Q5 - What is the "true sense" of epidemics within the medicine of epidemics? (p. 24)

Q6 - What is the relationship of the medicine of epidemics to sovereignty (esp. the police)? (p. 25)

Q7 - Implicit reference to Canguilhem's The Normal and the Pathological 


Discussion 

  • Medicine of epidemics now actual spaces, not abstract spaces [Q5; Q6]
    • Movement away from "general form" of disease
    • Specific disease in a historical-physical location (Paris, 1785)
      • "Historical individuality" (p. 24)
    • "collective perception" of an epidemic as opposed to individual perception of the medicine of species (p. 26)
      • Observation moved from doctor to the police 
      • Broader state bureaucracy of reporting versus doctor
  • Socialization of the disease 
    • "botanical model," nosology, framing as species (Ch. 1, p. 7)
    • Now, framing as social-political model (Ch. 2)
    • "The specific disease is always more or less repeated, the epidemic is never quite repeated." (p. 24) - medicine of series which becomes the clinical model
  • Population appears as a concept - something you manage 
    • Hospital, family (Ch. 1)
    • Police/inspectors, university (Ch. 2) 
  • Is this sovereign power or disciplinary power? [Q6]
    • It is the state apparatus - but its not about killing, it's about saving/producing
    • Not yet a formation of disciplinary power (some examples below)
      • "But its support was not the perception of the patient in his singularity, but a collective consciousness, with all the information that intersects in it, growing in a complex, ever-proliferating way until it finally achieves the dimensions of a history, a geography, a state." (p. 29) 
      • "And yet they played an important role: by linking medicine with the destinies of states, they revealed in it a positive significance.
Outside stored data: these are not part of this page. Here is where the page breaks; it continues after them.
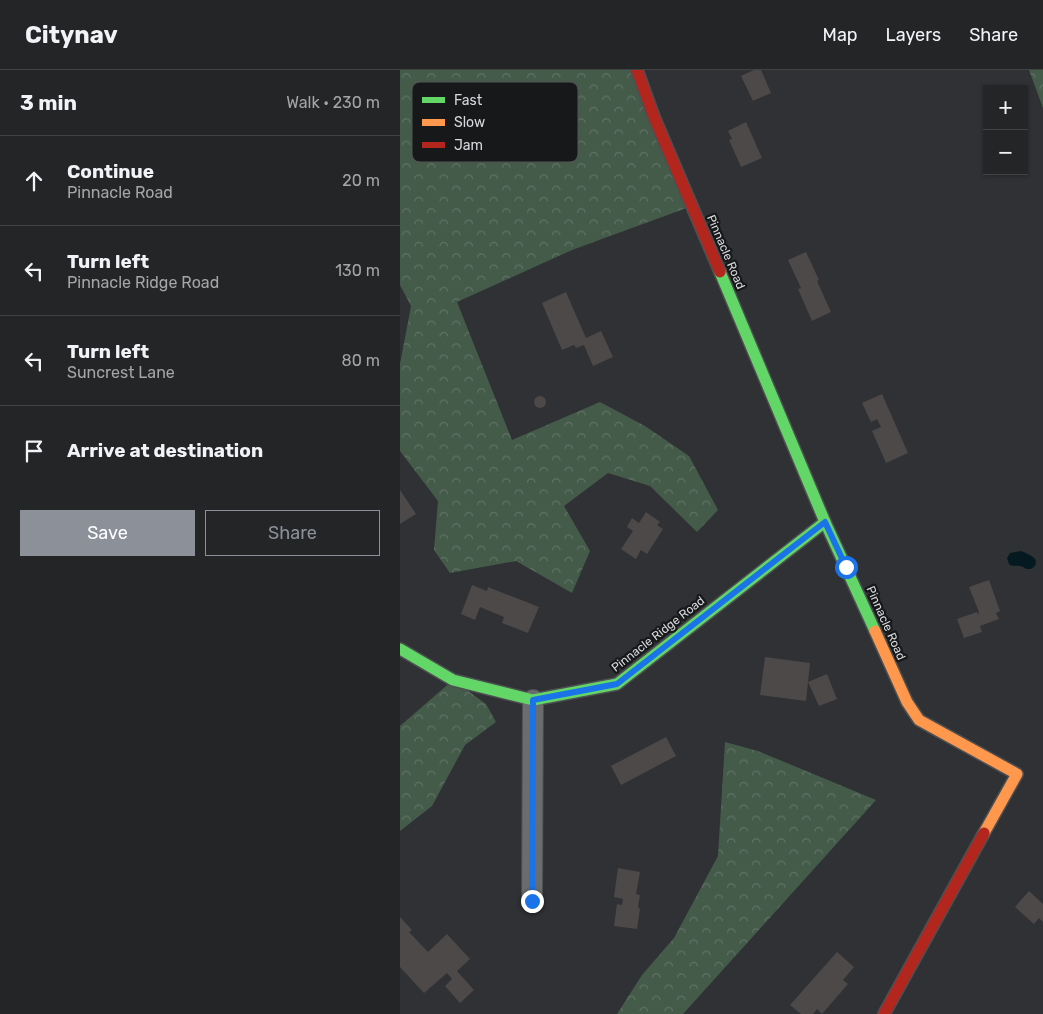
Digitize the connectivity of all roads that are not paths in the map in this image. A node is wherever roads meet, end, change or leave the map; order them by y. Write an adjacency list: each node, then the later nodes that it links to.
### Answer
1 (637, 70): 2 (street, Pinnacle Road)
2 (825, 522): 4 (street, Pinnacle Ridge Road); 6 (street, Pinnacle Road)
3 (400, 649): 4 (street, Pinnacle Ridge Road)
4 (533, 700): 5 (street)
5 (532, 901)
6 (884, 1014)

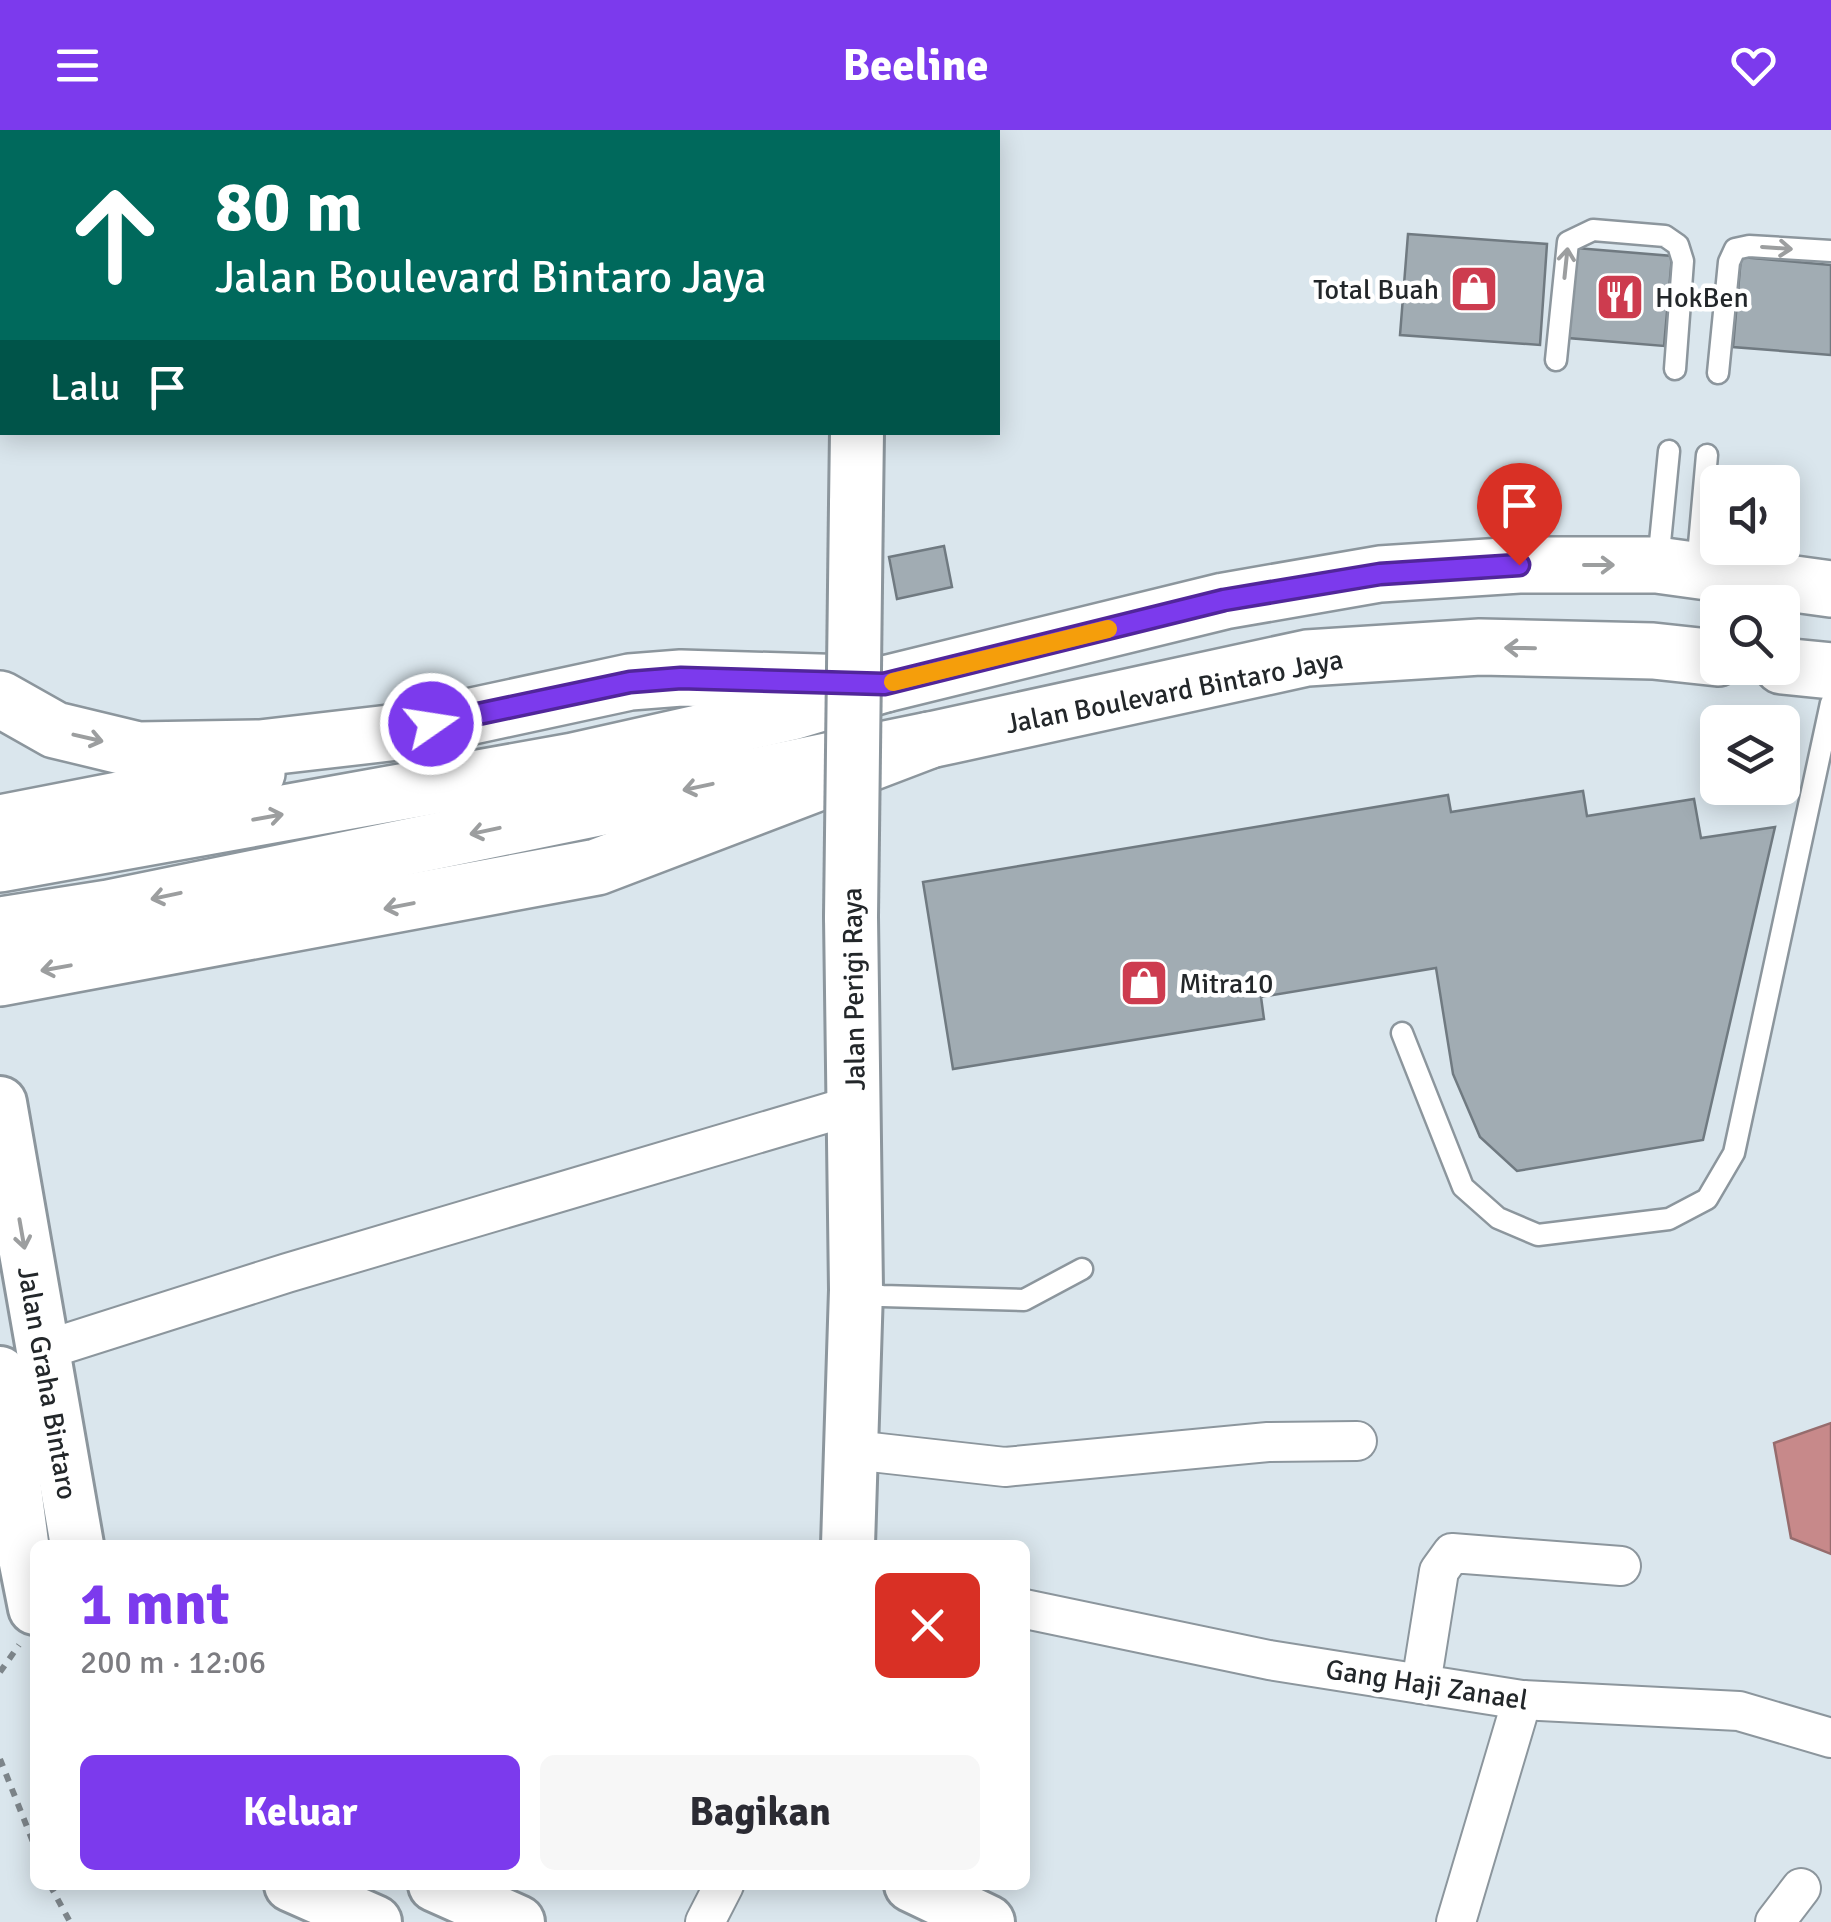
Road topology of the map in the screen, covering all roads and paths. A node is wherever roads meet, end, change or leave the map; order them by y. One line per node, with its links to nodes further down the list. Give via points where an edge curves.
1 (1831, 251): 4 (lane, one-way to 1, via 1735,249)
2 (1556, 360): 3 (lane, one-way to 3, via 1568,242 1593,230 1665,236 1678,245 1682,261)
3 (1675, 370)
4 (1718, 373)
5 (857, 435): 25 (street, Jalan Perigi Raya, bridge)
6 (1669, 451): 8 (lane)
7 (1706, 455): 8 (lane)
8 (1677, 568): 9 (main road); 13 (main road, one-way to 8, via 1224,600 1380,574 1519,565)
9 (1831, 589)
10 (1700, 656): 17 (main road, Jalan Boulevard Bintaro Jaya, one-way to 17, via 1480,646 1307,658)
11 (1800, 668): 12 (main road)
12 (1831, 671)
13 (884, 684): 16 (main road, via 630,682); 18 (main road)
14 (0, 699): 16 (main road, one-way to 16, via 55,730 138,750 260,748)
15 (1831, 702): 23 (lane, via 1734,1153 1708,1198 1670,1220 1538,1235 1498,1218 1463,1187)
16 (398, 732): 19 (main road, via 259,773)
17 (930, 740): 18 (main road, one-way to 18); 22 (main road, one-way to 22, via 598,867)
18 (576, 786): 20 (main road, one-way to 18); 21 (main road, one-way to 21, via 108,908)
19 (0, 823)
20 (0, 864)
21 (0, 925)
22 (0, 978)
23 (1402, 1033)
24 (0, 1103): 28 (street, Jalan Graha Bintaro, one-way to 28)
25 (854, 1105): 27 (street, Jalan Perigi Raya); 28 (street)
26 (1082, 1269): 27 (lane, via 1024,1300)
27 (856, 1290): 30 (street, Jalan Perigi Raya)
28 (21, 1362): 31 (street, Jalan Graha Bintaro); 34 (street, Jalan Graha Bintaro, via 22,1543)
29 (1356, 1441): 30 (street, via 1268,1442 1005,1467)
30 (853, 1450): 32 (street, Jalan Perigi Raya)
31 (74, 1540)
32 (848, 1540)
33 (1621, 1566): 36 (street, via 1452,1553 1439,1571)
34 (30, 1583)
35 (1030, 1611): 36 (street, Gang Haji Zanael)
36 (1421, 1684): 37 (street, Gang Haji Zanael)
37 (1522, 1700): 38 (street, Gang Haji Zanael, via 1739,1712); 52 (street)
38 (1831, 1738)
39 (0, 1760): 40 (path)
40 (30, 1835)
41 (1802, 1888): 53 (street)
42 (53, 1890): 47 (path)
43 (302, 1890): 48 (street)
44 (446, 1890): 49 (street)
45 (721, 1890): 50 (street)
46 (921, 1890): 51 (street)
47 (70, 1922)
48 (375, 1922)
49 (518, 1922)
50 (705, 1922)
51 (988, 1922)
52 (1456, 1922)
53 (1775, 1922)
Instead of remaining what it was, ‘the dry, sorry analysis of millions of infirmities’, the dubious negation of the negative, it was given the splendid task of establishing in men’s lives the positive role of health, virtue, and happiness; it fell to medicine to punctuate work with festivals, to exalt calm emotions, to watch over what was read in books and seen in theatres, to see that marriages were made not out of self-interest or because of a passing infatuation, but were based on the only lasting condition of happiness, namely, their benefit to the state." (p. 34)
      • Still assumption is the state - in Discipline and Punish, this change in power will not be told in terms of institutions but rather techniques/technologies (sovereign power vs. disciplinary power)
      • BUT detach connotations of sovereignty from "police"
  • Two series of information [Q3] 
    • Earlier account - map - "In the eighteenth century, the fundamental act of medical knowledge was the drawing up of a ‘map’ (repérage): a symptom was situated within a disease, a disease in a specific ensemble, and this ensemble in a general plan of the pathological world." (p. 29)
    • But now: "What defines the act of medical knowledge in its concrete form is not, therefore, the encounter between doctor and patient, nor is it the confrontation of a body of knowledge and a perception; it is the systematic intersection of two series of information, each homogeneous but alien to each other—two series that embrace an infinite set of separate events, but whose intersection reveals, in its isolable dependence, the individual fact." (p. 30)
      • What are two series of information? 
        • Series of information about diseases & series of information about demographic information (of populations) (?)
      • One example: 
        • Judiciary - court determines professional abuses
        • Executive - function of policing 
  • System of communication between doctors - state now concerned with medical knowledge 
    • There does not seem to be a top-down organization, but a structure which emerges from struggle
  •  Two great myths 
    • "the myth of a nationalized medical profession, organized like the clergy" and "the myth of a total disappearance of disease in an untroubled, dispassionate society restored to its original state of health" (pp. 31-32)
    • Myth as ideal - this is what they told themselves they were doing
    • By getting a nationalized medical profession, we eliminate disease
      • Do we care about other nations? 
      • How cohesive is this? - Foucault points out that its all struggle
    • Tracks the two myths in p. 32
    • Linked health and state (p. 34)
    • Sets up norm or model of health - healthy man, non-sick man, model man (p. 34)
      • What is actually produced is a society of normality? 
      • "Nineteenth century medicine, on the other hand, was regulated more in accordance with normality than with health." (p. 35)





Wednesday, April 2, 2025

Michel Foucault – Birth of the Clinic, Preface & Chapter 1

 

Questions

Preface

Q1. How does one look at ‘things’ and ‘words’ through an archeological method? (p. xi) How should we relate these given the idea of conceptuality discussed by Tiisala?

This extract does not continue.